* _Work to be completed_:
Make an exact copy of the records below, leaving every image out.

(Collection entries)
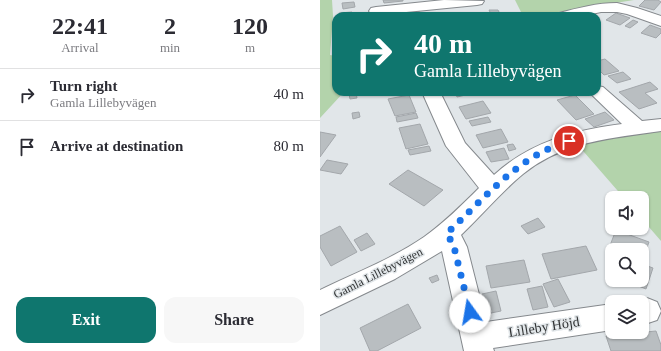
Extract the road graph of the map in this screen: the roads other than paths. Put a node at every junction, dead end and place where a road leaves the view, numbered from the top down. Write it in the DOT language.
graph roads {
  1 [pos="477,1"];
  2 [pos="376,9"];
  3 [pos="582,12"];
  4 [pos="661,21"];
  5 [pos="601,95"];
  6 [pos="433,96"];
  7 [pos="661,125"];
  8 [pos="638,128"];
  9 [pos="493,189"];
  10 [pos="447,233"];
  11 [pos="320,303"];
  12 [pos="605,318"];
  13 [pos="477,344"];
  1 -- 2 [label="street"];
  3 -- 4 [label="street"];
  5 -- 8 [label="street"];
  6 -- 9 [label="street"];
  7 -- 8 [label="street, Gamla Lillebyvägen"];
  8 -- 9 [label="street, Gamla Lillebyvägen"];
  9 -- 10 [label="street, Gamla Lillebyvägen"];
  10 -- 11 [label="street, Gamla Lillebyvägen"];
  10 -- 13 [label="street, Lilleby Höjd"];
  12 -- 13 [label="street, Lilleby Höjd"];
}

* _Output of the exercise_:
Extract the road graph of the map in this screen: the roads other than paths. Put a node at every junction, dead end and place where a road leaves the view, numbered from the top down. Write it in the DOT language.
graph roads {
  1 [pos="477,1"];
  2 [pos="376,9"];
  3 [pos="582,12"];
  4 [pos="661,21"];
  5 [pos="601,95"];
  6 [pos="433,96"];
  7 [pos="661,125"];
  8 [pos="638,128"];
  9 [pos="493,189"];
  10 [pos="447,233"];
  11 [pos="320,303"];
  12 [pos="605,318"];
  13 [pos="477,344"];
  1 -- 2 [label="street"];
  3 -- 4 [label="street"];
  5 -- 8 [label="street"];
  6 -- 9 [label="street"];
  7 -- 8 [label="street, Gamla Lillebyvägen"];
  8 -- 9 [label="street, Gamla Lillebyvägen"];
  9 -- 10 [label="street, Gamla Lillebyvägen"];
  10 -- 11 [label="street, Gamla Lillebyvägen"];
  10 -- 13 [label="street, Lilleby Höjd"];
  12 -- 13 [label="street, Lilleby Höjd"];
}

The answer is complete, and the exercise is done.